[Start of section]

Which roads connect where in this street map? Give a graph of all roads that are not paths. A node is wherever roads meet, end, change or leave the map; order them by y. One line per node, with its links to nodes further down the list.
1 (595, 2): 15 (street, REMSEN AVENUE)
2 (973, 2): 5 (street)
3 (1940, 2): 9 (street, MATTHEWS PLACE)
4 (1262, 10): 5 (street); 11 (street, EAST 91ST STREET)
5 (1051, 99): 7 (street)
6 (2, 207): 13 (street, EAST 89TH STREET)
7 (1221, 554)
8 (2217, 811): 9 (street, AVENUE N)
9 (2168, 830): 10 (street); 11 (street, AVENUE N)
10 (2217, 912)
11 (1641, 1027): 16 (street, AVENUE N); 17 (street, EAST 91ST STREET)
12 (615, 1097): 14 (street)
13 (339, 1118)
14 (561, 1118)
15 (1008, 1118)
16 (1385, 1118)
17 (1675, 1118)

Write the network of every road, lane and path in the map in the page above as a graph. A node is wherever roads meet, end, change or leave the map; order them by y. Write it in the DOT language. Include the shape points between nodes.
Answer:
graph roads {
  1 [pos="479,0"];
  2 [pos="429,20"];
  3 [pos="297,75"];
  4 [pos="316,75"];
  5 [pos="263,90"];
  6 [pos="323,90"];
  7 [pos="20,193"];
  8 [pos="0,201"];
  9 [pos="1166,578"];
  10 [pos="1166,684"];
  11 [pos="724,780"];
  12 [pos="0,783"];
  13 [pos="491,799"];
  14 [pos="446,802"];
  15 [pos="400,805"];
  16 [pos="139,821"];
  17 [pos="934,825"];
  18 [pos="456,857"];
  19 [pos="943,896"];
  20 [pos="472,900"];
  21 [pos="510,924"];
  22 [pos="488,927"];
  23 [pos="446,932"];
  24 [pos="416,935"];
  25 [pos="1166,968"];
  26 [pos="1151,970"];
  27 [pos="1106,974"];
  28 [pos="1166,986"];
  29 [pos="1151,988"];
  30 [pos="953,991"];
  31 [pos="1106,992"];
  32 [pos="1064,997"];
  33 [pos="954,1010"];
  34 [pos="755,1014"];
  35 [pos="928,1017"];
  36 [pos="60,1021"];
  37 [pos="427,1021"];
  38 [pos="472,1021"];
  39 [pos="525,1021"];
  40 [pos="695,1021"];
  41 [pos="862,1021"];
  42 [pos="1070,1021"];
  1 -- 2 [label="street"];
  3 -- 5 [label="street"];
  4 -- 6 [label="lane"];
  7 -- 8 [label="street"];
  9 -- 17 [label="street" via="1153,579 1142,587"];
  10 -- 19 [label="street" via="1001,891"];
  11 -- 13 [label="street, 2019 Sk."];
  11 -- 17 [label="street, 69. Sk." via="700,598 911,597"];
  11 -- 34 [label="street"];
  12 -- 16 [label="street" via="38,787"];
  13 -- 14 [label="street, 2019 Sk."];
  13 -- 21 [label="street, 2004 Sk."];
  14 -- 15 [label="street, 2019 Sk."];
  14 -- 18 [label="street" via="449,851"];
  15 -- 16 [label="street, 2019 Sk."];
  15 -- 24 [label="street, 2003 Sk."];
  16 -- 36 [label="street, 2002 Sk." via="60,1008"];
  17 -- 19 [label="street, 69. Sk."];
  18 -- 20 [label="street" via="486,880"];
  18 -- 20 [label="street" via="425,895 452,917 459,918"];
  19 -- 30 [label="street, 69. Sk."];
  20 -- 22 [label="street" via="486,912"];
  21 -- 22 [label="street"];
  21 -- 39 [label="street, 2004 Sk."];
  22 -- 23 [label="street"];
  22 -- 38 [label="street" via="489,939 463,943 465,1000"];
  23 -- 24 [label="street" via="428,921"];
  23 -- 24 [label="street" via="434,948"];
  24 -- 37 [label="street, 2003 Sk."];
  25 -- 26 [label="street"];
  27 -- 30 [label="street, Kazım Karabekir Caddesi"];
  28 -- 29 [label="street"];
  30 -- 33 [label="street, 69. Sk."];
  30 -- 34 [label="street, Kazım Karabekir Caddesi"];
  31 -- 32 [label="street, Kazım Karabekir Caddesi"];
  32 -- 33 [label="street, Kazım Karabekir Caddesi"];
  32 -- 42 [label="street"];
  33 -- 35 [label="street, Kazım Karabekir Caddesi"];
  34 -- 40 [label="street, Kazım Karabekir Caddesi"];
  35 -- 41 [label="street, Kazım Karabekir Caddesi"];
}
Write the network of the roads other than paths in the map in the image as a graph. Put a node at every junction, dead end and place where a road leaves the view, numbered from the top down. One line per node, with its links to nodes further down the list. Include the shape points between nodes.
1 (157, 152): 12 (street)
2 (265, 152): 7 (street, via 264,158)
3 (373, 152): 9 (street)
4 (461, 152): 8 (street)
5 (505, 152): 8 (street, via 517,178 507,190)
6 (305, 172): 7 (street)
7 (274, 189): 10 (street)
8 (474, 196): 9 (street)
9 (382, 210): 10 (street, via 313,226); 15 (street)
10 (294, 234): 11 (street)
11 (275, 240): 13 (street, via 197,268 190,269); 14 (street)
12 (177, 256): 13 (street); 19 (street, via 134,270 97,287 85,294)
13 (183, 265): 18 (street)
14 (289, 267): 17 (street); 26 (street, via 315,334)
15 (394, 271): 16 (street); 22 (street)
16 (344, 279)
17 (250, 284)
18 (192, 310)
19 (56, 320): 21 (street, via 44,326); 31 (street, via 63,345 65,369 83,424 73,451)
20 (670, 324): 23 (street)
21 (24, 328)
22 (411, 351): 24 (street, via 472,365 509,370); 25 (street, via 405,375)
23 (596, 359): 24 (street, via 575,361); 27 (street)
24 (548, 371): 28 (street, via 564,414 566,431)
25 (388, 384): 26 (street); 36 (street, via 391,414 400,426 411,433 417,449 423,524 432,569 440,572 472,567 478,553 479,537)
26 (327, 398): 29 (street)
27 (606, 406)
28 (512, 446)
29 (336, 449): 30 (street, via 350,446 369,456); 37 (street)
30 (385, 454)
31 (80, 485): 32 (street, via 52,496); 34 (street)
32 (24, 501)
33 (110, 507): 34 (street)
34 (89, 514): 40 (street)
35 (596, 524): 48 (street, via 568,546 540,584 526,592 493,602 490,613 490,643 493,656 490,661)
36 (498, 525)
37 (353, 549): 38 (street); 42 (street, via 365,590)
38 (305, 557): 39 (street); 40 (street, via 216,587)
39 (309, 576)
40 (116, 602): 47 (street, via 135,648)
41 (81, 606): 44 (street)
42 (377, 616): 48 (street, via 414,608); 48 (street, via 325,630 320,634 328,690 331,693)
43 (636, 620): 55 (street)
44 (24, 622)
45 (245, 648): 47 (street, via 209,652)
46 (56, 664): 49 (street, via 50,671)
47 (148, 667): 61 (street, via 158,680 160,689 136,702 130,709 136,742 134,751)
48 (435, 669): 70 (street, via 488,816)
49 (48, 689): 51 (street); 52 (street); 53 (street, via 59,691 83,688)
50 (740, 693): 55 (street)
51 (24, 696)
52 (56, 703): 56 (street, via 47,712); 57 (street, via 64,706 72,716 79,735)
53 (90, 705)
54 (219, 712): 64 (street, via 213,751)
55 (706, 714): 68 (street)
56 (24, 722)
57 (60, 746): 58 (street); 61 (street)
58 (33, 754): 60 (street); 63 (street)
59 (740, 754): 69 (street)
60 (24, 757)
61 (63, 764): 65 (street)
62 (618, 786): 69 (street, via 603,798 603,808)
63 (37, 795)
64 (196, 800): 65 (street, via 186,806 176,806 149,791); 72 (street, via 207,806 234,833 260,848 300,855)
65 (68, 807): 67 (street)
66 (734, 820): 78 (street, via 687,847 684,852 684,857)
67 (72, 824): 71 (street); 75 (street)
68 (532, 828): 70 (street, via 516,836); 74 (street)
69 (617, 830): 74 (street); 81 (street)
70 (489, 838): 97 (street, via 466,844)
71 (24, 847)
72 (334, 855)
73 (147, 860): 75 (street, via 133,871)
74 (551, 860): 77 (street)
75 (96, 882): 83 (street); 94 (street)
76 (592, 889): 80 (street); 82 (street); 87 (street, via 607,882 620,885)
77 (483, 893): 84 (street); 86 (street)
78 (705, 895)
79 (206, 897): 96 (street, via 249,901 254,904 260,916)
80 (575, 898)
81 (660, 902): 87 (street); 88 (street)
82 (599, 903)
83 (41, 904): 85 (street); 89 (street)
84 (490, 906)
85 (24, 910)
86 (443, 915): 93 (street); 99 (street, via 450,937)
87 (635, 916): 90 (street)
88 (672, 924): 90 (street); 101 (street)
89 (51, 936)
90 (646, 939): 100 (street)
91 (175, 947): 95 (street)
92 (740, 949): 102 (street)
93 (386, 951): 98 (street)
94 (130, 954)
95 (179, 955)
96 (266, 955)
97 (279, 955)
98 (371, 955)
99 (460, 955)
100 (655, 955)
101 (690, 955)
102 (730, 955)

[End of section]

■ What is required ■
Which lines above contain "Write"? Show each of them.

■ Expected output ■
Write the network of every road, lane and path in the map in the page above as a graph. A node is wherever roads meet, end, change or leave the map; order them by y. Write it in the DOT language. Include the shape points between nodes.
Write the network of the roads other than paths in the map in the image as a graph. Put a node at every junction, dead end and place where a road leaves the view, numbered from the top down. One line per node, with its links to nodes further down the list. Include the shape points between nodes.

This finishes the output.